Et puis on se croirait dans un roman parce qu’une voix off va commencer à nous raconter l’histoire des personnes qui sont devant nous dans ce restaurant, tandis qu’apparait sur un ruban lumineux le titre d’un chapitre. Il y a là un jeune homme, manifestement français, qui fête l’anniversaire de sa mère, vietnamienne d’origine. Il ya aussi deux autres personnes, Marie-Antoinette, la propriétaire du restaurant, et Hao, un vieil ami. Ce sont leurs trois histoires qui vont nous être racontées, par la serveuse presque silencieuse dont nous entendons parfois la voix off.

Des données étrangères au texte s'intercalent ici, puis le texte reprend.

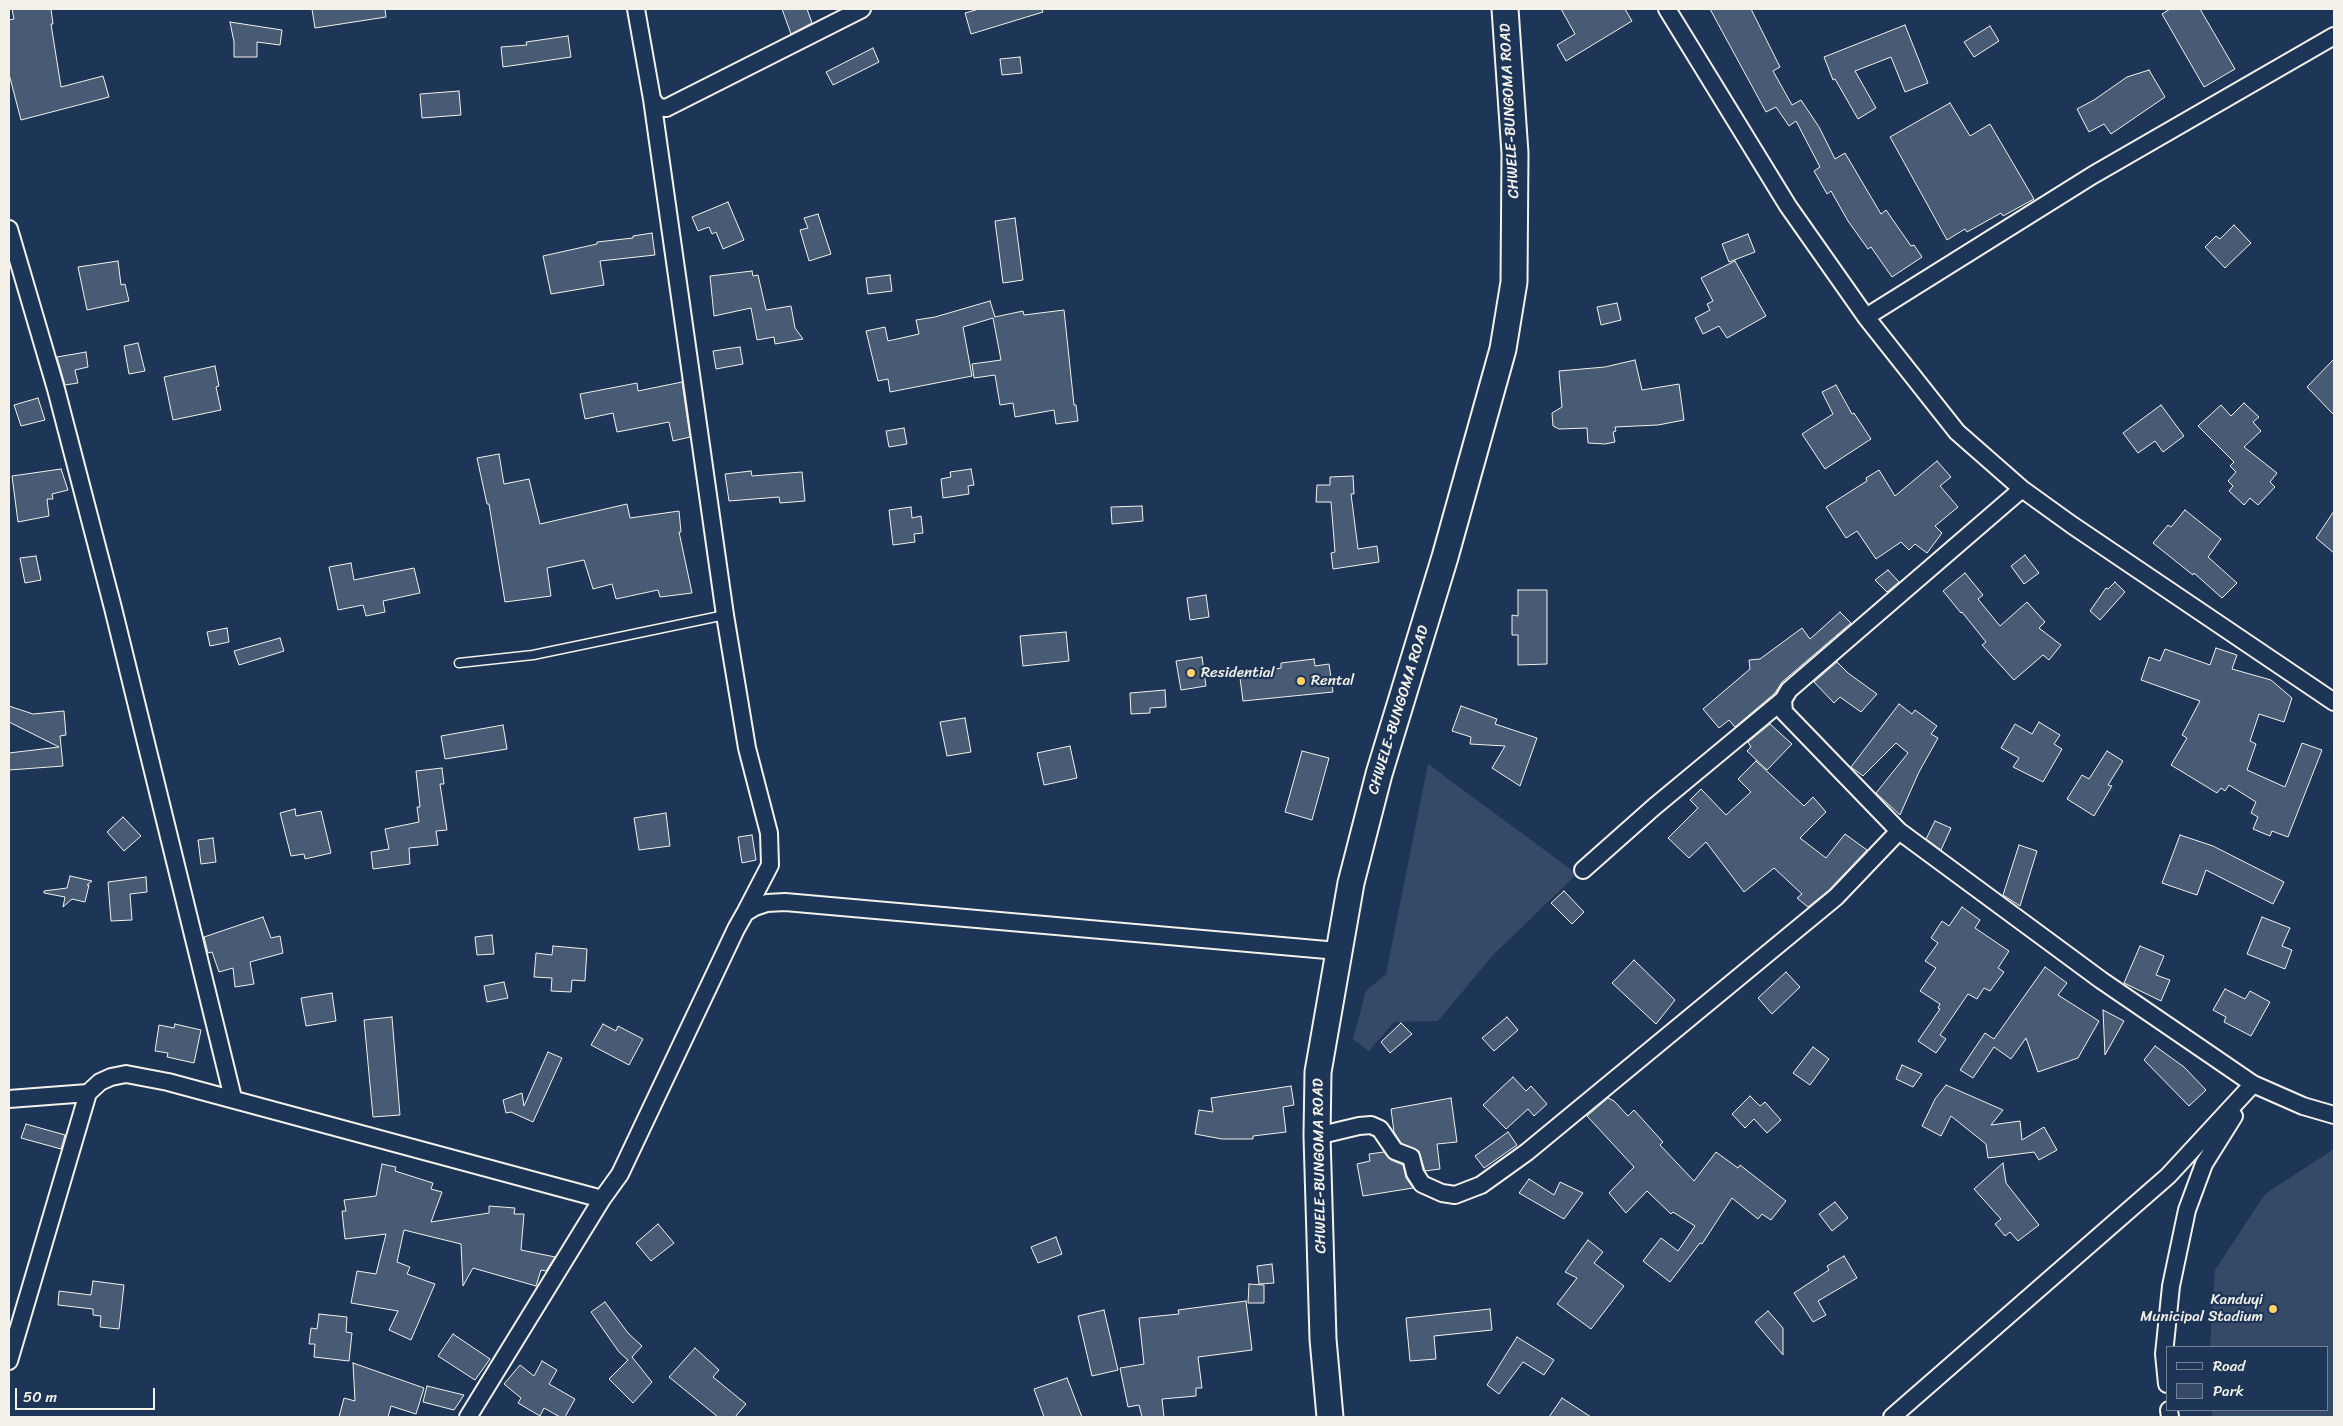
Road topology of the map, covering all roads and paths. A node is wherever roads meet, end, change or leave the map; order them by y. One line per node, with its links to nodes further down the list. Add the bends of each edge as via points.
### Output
1 (636, 9): 6 (street)
2 (862, 9): 6 (street, via 678,103 666,108 658,107)
3 (1505, 9): 17 (main road, CHWELE-BUNGOMA ROAD, via 1515,154 1514,282 1503,349 1445,557 1379,774 1351,883)
4 (1668, 9): 8 (street, via 1788,206)
5 (2334, 36): 8 (street, via 2093,174)
6 (652, 100): 10 (street)
7 (9, 229): 20 (street, via 56,389 108,589)
8 (1866, 317): 9 (street, via 1957,432)
9 (2022, 489): 12 (street, via 1789,690); 13 (street)
10 (725, 615): 11 (lane, via 533,655); 16 (street, via 747,748 769,833 770,865)
11 (459, 663)
12 (1783, 700): 14 (street, via 1787,717); 15 (street)
13 (2334, 702)
14 (1899, 831): 18 (street, via 2101,980); 23 (street, via 1836,897 1527,1152 1481,1185 1455,1195 1422,1184 1411,1157 1395,1151 1380,1129 1371,1125)
15 (1583, 870)
16 (746, 913): 17 (street, via 767,903 786,902); 24 (street, via 620,1174)
17 (1338, 951): 23 (main road, CHWELE-BUNGOMA ROAD, via 1318,1072)
18 (2253, 1084): 22 (street); 26 (street, via 2204,1164 2187,1210 2171,1286 2164,1354); 29 (street, via 2168,1176)
19 (88, 1093): 20 (street, via 100,1082 126,1074); 21 (street); 25 (street)
20 (233, 1098): 24 (street)
21 (9, 1099)
22 (2334, 1115)
23 (1317, 1136): 28 (main road, CHWELE-BUNGOMA ROAD, via 1323,1340)
24 (602, 1198): 27 (street)
25 (9, 1361)
26 (2166, 1374)
27 (468, 1417)
28 (1330, 1417)
29 (1892, 1417)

Et puis on se croirait au théâtre. Parce que ce début n’est que le fin et que nous allons remonter jusqu’en 1959, dans une autre salle de restaurant, dans la ville qu’on appelait alors Saïgon. Le récit va faire des allers-retours entre 1959, le départ des derniers français après la défaite militaire, et cette même année 1999, où le pouvoir communiste permet enfin aux exilés de demander un visa pour revenir au Viet-Nam.
Marie-Antoinette, à qui l’on a donné un prénom d’impératrice, cherche désespérément la vérité sur son fils disparu alors qu’il était parti chercher du travail en Europe juste avant le déclenchement de la seconde guerre mondiale ; Hao, pour avoir chanté dans des cabarets français, va être contraint par les nationalistes à l’exil et devra laisser derrière lui son grand amour ; enfin la mère du jeune homme accepte de suivre un soldat français, grand baratineur devant l’éternel, qui lui promet que sa vie en France sera le paradis et qui sera bientôt le seul à croire à ses bobards.
Ce spectacle évoque les ravages de l’histoire, bien sûr.
Mais il propose aussi une réflexion subtile sur les différences psychologiques de réaction : la pudeur vietnamienne (dont parlait Françoise Grard dans Printemps amers) fait qu’on ne veut pas imposer son chagrin aux autres pour ne pas les rendre tristes à leur tour et qu’on souhaite rester digne en toute circonstance. D’où une difficulté à se confier. Le fils en souffre. En bon français, il élève la voix, il se met en colère, il reproche violemment à sa mère de ne rien lui raconter, de ne savoir lui montrer son amour que par des recommandations agaçantes de mère poule, tout en lui taisant le passé. Cette réserve s’oppose à aux chansons mélos par le moyen desquelles les Vietnamiens expriment la profondeur de leurs sentiments et de leur nostalgie. Ce mélange paradoxal d’extrême pudeur et d’extrême sentimentalité est mis en scène avec beaucoup de délicatesse par Caroline Guiela Nguyen.
Ulysse a bien aimé, mais ses amies lui avaient tellement vanté ce spectacle, qu’il a presque été déçu. Emouvant, mais un peu long et lent. Mériterait d’être resserré par la metteuse en scène, comme on le fait d’un ressort un peu détendu?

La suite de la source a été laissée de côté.